▶ RECORD SET
----------------------------------------

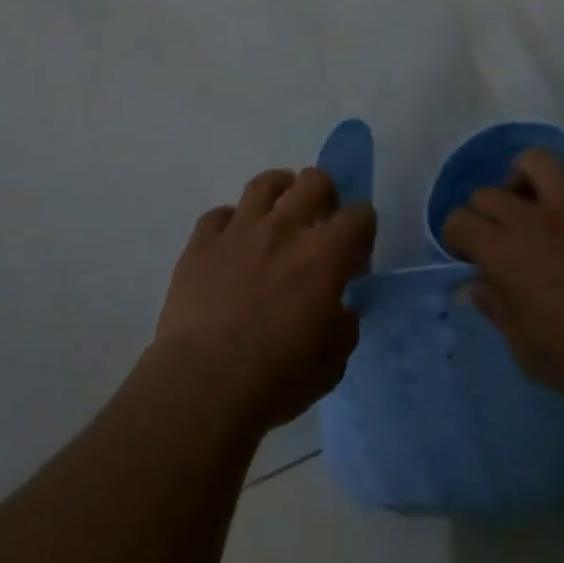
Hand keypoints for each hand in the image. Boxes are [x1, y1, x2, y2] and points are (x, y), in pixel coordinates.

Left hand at [154, 167, 375, 432]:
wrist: (204, 382)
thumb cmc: (277, 377)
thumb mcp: (332, 361)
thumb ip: (343, 324)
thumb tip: (338, 307)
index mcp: (325, 255)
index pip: (359, 215)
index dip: (362, 230)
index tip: (354, 256)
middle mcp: (284, 228)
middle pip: (313, 180)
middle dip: (325, 195)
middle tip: (319, 223)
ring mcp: (238, 231)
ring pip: (264, 183)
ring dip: (279, 192)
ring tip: (278, 214)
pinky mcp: (200, 243)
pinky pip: (218, 214)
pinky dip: (230, 224)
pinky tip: (232, 244)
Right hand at [440, 152, 563, 430]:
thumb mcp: (527, 351)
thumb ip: (496, 309)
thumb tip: (476, 284)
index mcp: (504, 254)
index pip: (458, 220)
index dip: (457, 239)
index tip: (470, 258)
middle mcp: (535, 219)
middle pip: (488, 192)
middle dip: (485, 215)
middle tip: (502, 240)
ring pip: (537, 161)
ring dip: (527, 182)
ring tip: (537, 207)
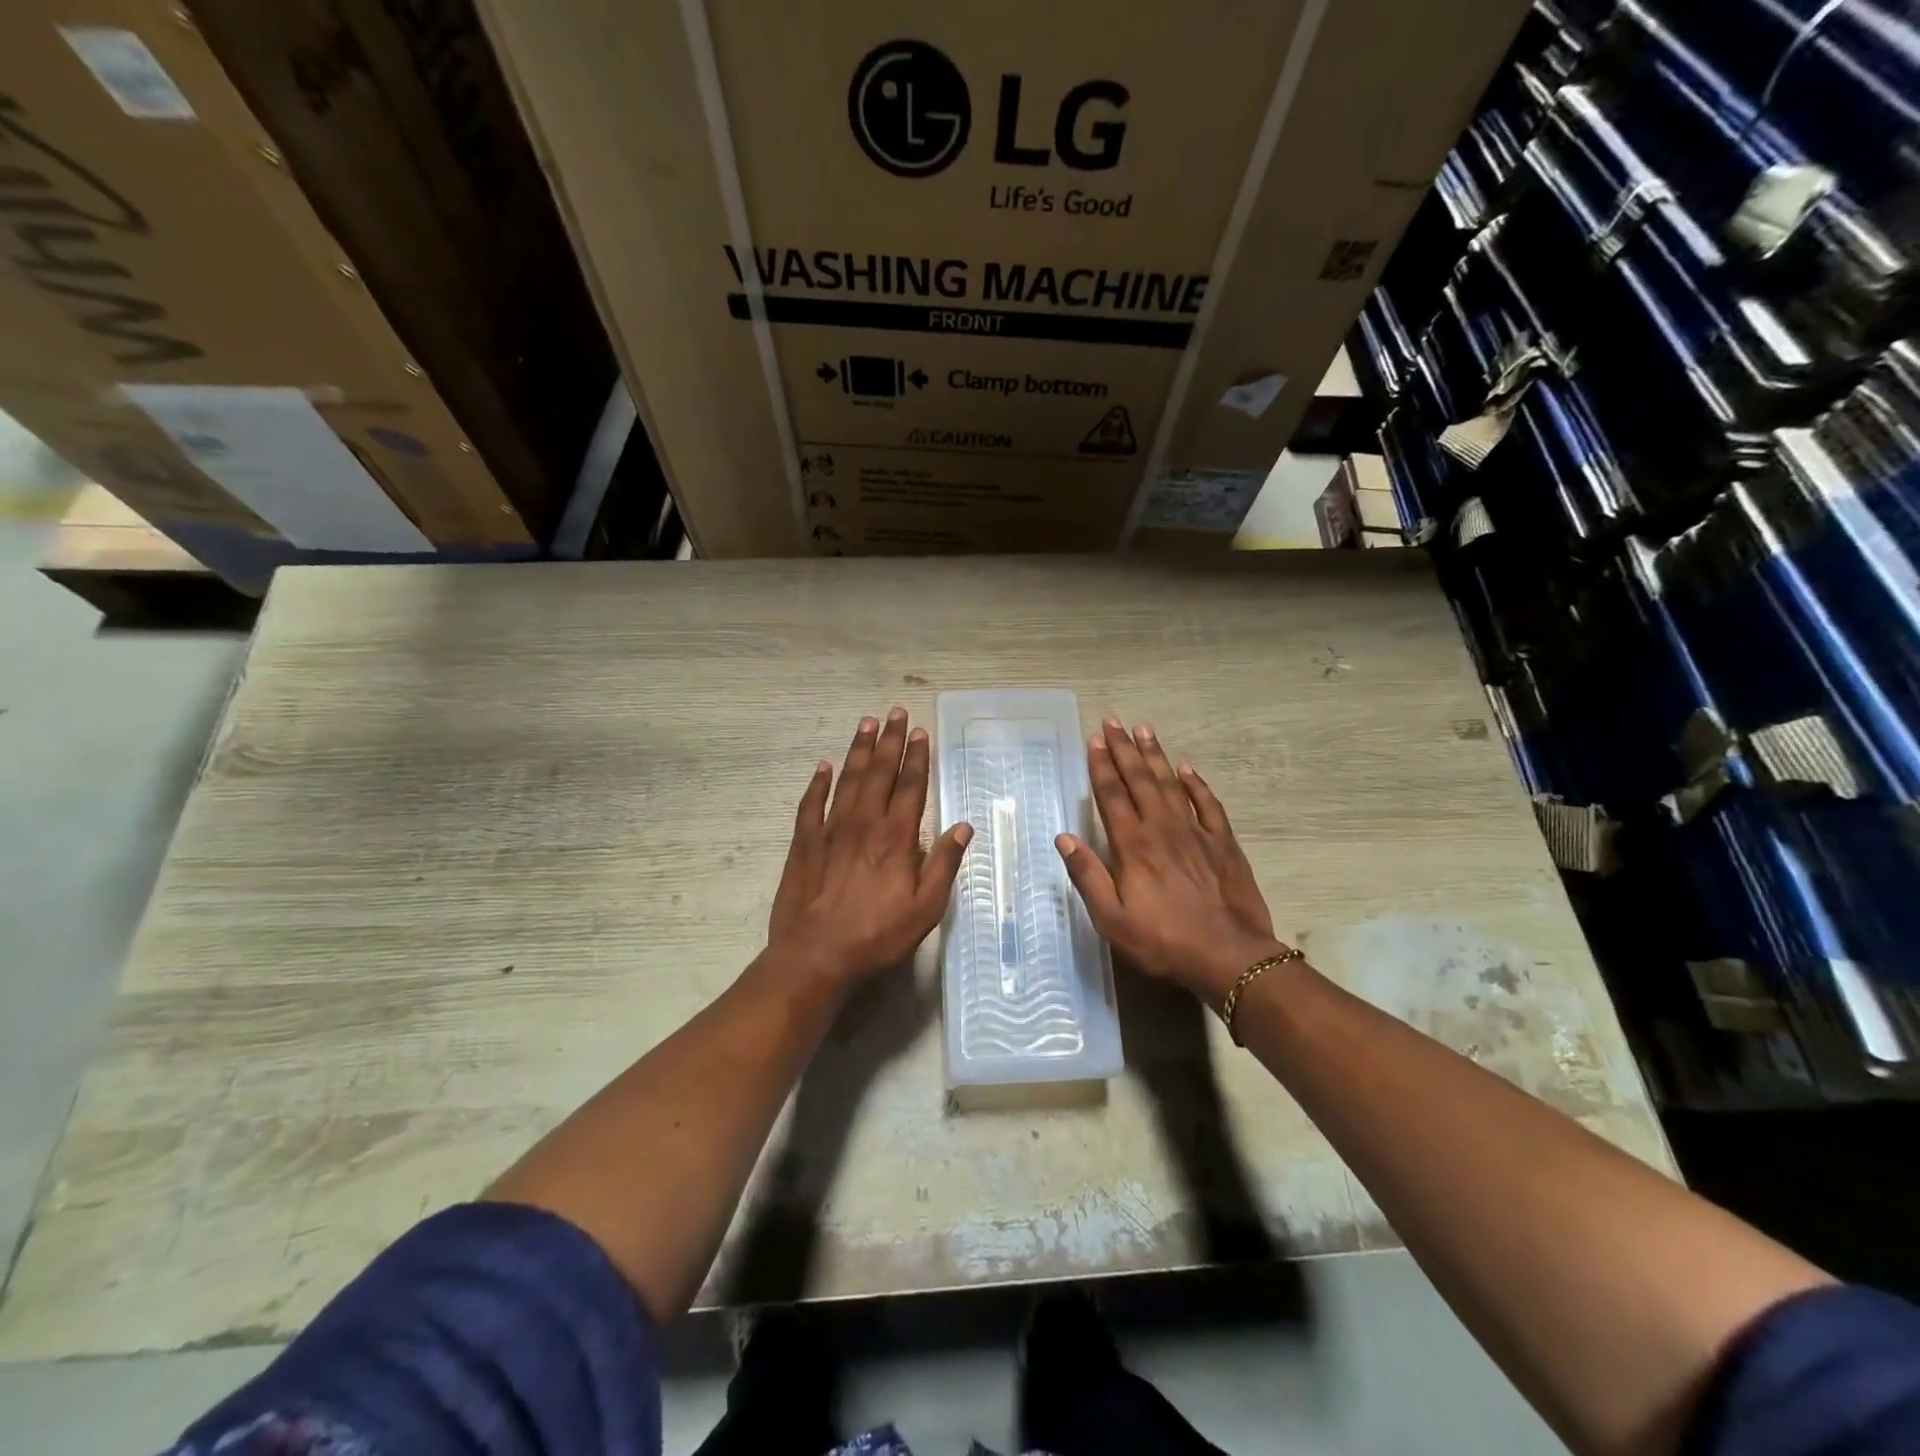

----------------------------------------

▶ WHAT NEEDS TO BE DONE
Print exactly the lines above, between the one holding "middle mcp: (284, 228)" and the one holding "index mcp: (504, 254)", inclusive, and nothing besides.

▶ RESULT
middle mcp: (284, 228)
middle pip: (313, 180)
middle dip: (325, 195)
middle tip: (319, 223)
ring mcp: (238, 231)
ring pip: (264, 183)
ring dip: (279, 192)
ring tip: (278, 214)
pinky mcp: (200, 243)
pinky pip: (218, 214)
pinky dip: (230, 224)
pinky tip: (232, 244)
Right hand at [440, 152, 563, 430]:
thumb mcp: (527, 351)
thumb ip: (496, 309)
thumb tip: (476, 284)
index mcp: (504, 254)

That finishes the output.